▸ **Supplied material**
Content starts

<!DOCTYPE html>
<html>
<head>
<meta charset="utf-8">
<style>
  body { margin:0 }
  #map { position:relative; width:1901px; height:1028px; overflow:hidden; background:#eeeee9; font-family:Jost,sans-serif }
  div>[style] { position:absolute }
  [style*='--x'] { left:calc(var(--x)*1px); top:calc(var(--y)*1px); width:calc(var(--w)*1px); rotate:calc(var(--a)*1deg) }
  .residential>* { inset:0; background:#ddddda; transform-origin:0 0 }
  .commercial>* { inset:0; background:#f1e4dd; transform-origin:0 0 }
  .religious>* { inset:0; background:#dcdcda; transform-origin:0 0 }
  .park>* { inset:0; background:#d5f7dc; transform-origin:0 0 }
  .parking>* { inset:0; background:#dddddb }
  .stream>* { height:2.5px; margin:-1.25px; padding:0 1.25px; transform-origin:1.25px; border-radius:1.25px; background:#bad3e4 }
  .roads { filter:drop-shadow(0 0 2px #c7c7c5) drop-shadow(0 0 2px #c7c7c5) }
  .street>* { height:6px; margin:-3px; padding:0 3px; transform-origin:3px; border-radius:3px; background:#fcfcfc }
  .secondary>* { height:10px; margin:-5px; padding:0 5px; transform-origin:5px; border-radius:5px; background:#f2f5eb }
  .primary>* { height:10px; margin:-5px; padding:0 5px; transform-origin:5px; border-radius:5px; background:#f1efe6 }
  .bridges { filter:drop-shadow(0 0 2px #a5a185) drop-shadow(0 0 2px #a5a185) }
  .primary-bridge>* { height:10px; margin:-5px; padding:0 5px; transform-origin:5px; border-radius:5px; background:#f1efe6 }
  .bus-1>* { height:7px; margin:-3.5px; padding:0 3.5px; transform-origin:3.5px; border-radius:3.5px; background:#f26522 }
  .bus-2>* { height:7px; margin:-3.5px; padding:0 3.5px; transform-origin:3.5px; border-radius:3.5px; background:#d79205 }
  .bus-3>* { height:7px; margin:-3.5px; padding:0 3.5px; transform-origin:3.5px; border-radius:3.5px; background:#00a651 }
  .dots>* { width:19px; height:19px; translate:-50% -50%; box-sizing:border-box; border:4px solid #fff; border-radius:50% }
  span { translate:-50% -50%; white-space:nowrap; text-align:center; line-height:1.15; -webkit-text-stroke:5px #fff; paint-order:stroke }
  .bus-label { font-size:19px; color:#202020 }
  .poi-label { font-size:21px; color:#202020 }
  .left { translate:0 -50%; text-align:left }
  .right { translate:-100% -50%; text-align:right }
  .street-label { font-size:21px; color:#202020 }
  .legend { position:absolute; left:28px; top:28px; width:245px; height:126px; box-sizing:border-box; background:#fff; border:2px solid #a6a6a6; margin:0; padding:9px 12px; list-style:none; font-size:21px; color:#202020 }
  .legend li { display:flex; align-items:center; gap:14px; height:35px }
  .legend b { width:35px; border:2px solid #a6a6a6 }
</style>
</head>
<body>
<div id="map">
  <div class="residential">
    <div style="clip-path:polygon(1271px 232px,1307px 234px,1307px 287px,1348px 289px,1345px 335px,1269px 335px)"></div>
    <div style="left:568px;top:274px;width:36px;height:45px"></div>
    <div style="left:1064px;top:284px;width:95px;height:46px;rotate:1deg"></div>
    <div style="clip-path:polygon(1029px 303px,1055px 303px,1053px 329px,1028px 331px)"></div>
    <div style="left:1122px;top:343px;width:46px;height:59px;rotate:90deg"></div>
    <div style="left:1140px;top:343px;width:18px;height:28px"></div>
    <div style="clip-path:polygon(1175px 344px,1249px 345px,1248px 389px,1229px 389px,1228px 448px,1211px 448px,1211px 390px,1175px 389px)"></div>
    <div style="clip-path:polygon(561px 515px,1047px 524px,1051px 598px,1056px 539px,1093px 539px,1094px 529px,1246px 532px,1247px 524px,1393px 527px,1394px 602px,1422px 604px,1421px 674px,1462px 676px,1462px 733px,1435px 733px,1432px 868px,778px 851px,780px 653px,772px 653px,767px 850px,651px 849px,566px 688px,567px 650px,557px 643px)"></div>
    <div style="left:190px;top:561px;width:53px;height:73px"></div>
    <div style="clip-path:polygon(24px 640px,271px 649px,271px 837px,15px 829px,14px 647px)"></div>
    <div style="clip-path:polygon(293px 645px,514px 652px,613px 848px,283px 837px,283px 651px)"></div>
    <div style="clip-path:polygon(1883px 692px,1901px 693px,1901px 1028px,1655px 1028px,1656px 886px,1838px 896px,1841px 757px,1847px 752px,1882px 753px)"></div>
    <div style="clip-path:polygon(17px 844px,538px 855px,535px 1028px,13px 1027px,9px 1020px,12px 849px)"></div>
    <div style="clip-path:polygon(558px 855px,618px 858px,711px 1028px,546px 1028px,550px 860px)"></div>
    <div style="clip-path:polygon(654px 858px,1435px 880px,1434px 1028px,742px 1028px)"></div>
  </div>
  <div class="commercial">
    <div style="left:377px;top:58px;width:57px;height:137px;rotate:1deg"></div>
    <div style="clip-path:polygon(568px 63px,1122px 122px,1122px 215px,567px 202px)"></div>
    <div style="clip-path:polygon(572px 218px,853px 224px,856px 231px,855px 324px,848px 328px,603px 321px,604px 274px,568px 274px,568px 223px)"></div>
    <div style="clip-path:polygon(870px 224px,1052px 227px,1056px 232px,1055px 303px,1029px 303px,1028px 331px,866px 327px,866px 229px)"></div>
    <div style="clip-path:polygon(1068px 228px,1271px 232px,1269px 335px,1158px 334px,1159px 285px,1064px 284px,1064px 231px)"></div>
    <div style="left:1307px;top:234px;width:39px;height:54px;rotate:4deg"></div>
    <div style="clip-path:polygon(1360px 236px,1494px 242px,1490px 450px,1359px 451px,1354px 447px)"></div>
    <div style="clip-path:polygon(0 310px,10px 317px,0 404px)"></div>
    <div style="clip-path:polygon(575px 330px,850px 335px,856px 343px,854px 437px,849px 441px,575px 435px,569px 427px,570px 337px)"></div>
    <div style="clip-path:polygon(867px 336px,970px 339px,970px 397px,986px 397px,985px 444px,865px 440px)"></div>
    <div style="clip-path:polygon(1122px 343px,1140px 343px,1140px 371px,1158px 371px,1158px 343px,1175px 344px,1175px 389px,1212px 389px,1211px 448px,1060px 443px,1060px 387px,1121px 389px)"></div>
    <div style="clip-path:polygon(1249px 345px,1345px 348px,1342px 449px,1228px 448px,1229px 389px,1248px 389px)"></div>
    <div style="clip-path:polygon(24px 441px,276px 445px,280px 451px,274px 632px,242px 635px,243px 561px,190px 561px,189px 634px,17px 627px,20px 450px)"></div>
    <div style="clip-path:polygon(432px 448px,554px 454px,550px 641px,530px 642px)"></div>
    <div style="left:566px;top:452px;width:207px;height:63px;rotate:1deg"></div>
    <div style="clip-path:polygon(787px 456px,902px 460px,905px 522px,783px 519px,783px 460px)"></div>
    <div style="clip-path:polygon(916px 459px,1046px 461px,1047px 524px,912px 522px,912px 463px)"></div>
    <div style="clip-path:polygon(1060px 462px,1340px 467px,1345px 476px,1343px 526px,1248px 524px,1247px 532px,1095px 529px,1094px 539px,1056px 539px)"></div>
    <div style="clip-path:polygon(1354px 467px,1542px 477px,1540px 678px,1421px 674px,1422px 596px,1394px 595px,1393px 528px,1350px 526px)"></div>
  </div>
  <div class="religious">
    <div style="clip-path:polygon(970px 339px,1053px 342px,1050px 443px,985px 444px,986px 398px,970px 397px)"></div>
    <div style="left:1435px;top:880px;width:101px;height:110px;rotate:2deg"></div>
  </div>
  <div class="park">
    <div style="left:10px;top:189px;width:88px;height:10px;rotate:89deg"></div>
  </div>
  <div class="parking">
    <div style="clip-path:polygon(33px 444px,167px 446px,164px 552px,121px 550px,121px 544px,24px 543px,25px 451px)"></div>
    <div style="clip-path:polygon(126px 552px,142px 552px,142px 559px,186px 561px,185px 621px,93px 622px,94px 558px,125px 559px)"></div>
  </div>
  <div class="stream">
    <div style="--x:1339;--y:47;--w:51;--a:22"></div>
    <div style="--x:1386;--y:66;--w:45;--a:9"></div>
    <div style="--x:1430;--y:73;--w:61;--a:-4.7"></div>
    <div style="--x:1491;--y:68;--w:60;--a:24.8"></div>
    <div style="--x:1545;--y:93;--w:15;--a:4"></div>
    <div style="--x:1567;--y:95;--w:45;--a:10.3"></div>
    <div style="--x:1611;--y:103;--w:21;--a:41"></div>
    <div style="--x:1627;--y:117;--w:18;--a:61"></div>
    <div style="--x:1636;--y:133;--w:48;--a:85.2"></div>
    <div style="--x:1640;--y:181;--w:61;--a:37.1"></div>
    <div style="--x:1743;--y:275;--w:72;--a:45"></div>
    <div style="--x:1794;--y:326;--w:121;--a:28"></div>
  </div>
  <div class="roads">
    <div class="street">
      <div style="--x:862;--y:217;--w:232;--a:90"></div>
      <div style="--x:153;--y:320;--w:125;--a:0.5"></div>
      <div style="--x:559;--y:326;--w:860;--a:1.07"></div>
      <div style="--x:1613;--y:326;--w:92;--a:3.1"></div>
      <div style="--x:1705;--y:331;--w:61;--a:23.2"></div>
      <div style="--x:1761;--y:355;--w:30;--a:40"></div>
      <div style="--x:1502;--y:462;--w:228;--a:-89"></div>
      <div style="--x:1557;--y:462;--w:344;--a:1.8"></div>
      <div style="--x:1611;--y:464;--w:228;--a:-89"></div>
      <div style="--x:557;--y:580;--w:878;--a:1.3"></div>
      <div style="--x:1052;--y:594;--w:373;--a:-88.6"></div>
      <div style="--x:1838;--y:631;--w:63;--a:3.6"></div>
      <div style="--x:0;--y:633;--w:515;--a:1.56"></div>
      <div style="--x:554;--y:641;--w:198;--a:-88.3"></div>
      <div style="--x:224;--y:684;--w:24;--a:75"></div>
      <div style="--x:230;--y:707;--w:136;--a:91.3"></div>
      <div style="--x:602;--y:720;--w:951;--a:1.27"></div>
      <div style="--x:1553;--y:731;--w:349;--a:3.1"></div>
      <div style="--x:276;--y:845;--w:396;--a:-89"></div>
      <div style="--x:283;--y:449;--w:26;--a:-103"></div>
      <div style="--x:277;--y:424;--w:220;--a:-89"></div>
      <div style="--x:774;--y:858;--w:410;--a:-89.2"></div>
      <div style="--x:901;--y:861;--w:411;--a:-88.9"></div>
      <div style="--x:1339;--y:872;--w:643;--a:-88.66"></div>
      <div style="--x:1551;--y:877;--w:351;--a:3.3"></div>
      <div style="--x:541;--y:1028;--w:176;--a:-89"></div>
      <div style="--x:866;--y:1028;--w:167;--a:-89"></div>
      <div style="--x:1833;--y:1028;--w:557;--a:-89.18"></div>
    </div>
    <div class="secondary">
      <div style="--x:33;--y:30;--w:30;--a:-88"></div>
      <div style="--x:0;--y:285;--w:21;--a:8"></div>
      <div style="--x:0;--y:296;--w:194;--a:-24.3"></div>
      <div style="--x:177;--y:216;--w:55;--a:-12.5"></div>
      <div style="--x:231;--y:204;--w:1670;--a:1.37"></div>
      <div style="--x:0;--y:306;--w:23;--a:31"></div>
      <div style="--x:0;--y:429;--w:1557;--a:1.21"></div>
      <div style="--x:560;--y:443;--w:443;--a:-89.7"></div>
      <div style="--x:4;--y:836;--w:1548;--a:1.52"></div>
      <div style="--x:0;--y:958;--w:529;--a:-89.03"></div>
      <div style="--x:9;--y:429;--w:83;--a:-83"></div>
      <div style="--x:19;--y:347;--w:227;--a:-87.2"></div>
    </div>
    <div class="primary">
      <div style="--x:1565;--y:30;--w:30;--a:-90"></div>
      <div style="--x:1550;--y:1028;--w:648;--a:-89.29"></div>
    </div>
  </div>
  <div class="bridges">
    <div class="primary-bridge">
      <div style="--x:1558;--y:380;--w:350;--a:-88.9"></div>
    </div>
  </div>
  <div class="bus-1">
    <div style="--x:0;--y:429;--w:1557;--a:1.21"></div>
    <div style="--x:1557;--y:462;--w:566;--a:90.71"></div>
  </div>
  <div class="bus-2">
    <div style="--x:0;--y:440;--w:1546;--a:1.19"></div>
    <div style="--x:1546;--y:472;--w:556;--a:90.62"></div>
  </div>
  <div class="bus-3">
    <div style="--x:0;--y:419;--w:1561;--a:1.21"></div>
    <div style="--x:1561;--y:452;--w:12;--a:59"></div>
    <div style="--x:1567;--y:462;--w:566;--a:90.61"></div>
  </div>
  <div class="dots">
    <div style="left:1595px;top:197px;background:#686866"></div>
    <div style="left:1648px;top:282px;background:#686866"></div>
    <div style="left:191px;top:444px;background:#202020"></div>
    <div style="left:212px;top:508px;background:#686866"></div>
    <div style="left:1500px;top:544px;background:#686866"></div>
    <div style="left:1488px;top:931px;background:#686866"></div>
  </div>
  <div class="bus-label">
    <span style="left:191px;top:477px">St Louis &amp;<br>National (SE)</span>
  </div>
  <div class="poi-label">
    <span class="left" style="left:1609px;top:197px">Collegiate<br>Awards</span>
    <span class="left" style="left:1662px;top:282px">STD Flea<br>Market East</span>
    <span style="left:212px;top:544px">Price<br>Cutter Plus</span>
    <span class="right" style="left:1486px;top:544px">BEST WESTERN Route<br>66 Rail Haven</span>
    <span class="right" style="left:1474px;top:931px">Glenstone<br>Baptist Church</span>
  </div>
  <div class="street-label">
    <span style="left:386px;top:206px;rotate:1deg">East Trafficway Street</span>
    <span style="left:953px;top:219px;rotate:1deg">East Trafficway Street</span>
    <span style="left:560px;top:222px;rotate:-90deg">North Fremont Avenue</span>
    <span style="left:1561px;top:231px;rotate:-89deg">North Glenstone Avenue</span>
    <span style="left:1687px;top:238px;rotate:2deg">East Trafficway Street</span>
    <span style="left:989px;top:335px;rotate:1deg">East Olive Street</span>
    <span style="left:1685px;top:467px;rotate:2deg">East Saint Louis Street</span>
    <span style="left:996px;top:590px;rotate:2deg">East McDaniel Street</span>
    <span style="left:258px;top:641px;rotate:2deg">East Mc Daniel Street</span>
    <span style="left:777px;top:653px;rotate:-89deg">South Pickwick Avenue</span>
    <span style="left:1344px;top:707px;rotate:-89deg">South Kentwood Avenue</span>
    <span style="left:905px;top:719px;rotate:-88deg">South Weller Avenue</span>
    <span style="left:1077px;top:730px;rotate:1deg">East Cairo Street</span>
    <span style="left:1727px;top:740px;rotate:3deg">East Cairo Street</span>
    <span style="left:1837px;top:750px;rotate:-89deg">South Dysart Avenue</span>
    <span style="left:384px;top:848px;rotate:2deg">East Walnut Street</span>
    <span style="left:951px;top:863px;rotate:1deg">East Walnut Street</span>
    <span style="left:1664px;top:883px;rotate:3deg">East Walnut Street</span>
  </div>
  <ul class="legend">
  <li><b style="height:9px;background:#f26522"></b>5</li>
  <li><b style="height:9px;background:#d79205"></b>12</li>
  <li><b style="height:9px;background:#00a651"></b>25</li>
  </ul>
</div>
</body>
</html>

Content ends

▸ **Brief**
Using the entries shown above, reproduce verbatim the lines from the line bearing "inset:0; background:#ddddda; transform-origin:0" to the line bearing "display:flex; align-items:center; gap:14px;", inclusive.

▸ **Solution to the exercise**
  .residential>* { inset:0; background:#ddddda; transform-origin:0 0 }
  .commercial>* { inset:0; background:#f1e4dd; transform-origin:0 0 }
  .religious>* { inset:0; background:#dcdcda; transform-origin:0 0 }
  .park>* { inset:0; background:#d5f7dc; transform-origin:0 0 }
  .parking>* { inset:0; background:#dddddb }
  .stream>* { height:2.5px; margin:-1.25px; padding:0 1.25px; transform-origin:1.25px; border-radius:1.25px; background:#bad3e4 }
  .roads { filter:drop-shadow(0 0 2px #c7c7c5) drop-shadow(0 0 2px #c7c7c5) }
  .street>* { height:6px; margin:-3px; padding:0 3px; transform-origin:3px; border-radius:3px; background:#fcfcfc }
  .secondary>* { height:10px; margin:-5px; padding:0 5px; transform-origin:5px; border-radius:5px; background:#f2f5eb }
  .primary>* { height:10px; margin:-5px; padding:0 5px; transform-origin:5px; border-radius:5px; background:#f1efe6 }
  .bridges { filter:drop-shadow(0 0 2px #a5a185) drop-shadow(0 0 2px #a5a185) }
  .primary-bridge>* { height:10px; margin:-5px; padding:0 5px; transform-origin:5px; border-radius:5px; background:#f1efe6 }
  .bus-1>* { height:7px; margin:-3.5px; padding:0 3.5px; transform-origin:3.5px; border-radius:3.5px; background:#f26522 }
  .bus-2>* { height:7px; margin:-3.5px; padding:0 3.5px; transform-origin:3.5px; border-radius:3.5px; background:#d79205 }
  .bus-3>* { height:7px; margin:-3.5px; padding:0 3.5px; transform-origin:3.5px; border-radius:3.5px; background:#00a651 }
  .dots>* { width:19px; height:19px; translate:-50% -50%; box-sizing:border-box; border:4px solid #fff; border-radius:50% }
  span { translate:-50% -50%; white-space:nowrap; text-align:center; line-height:1.15; -webkit-text-stroke:5px #fff; paint-order:stroke }
  .bus-label { font-size:19px; color:#202020 }
  .poi-label { font-size:21px; color:#202020 }
  .left { translate:0 -50%; text-align:left }
  .right { translate:-100% -50%; text-align:right }
  .street-label { font-size:21px; color:#202020 }
  .legend { position:absolute; left:28px; top:28px; width:245px; height:126px; box-sizing:border-box; background:#fff; border:2px solid #a6a6a6; margin:0; padding:9px 12px; list-style:none; font-size:21px; color:#202020 }
  .legend li { display:flex; align-items:center; gap:14px; height:35px }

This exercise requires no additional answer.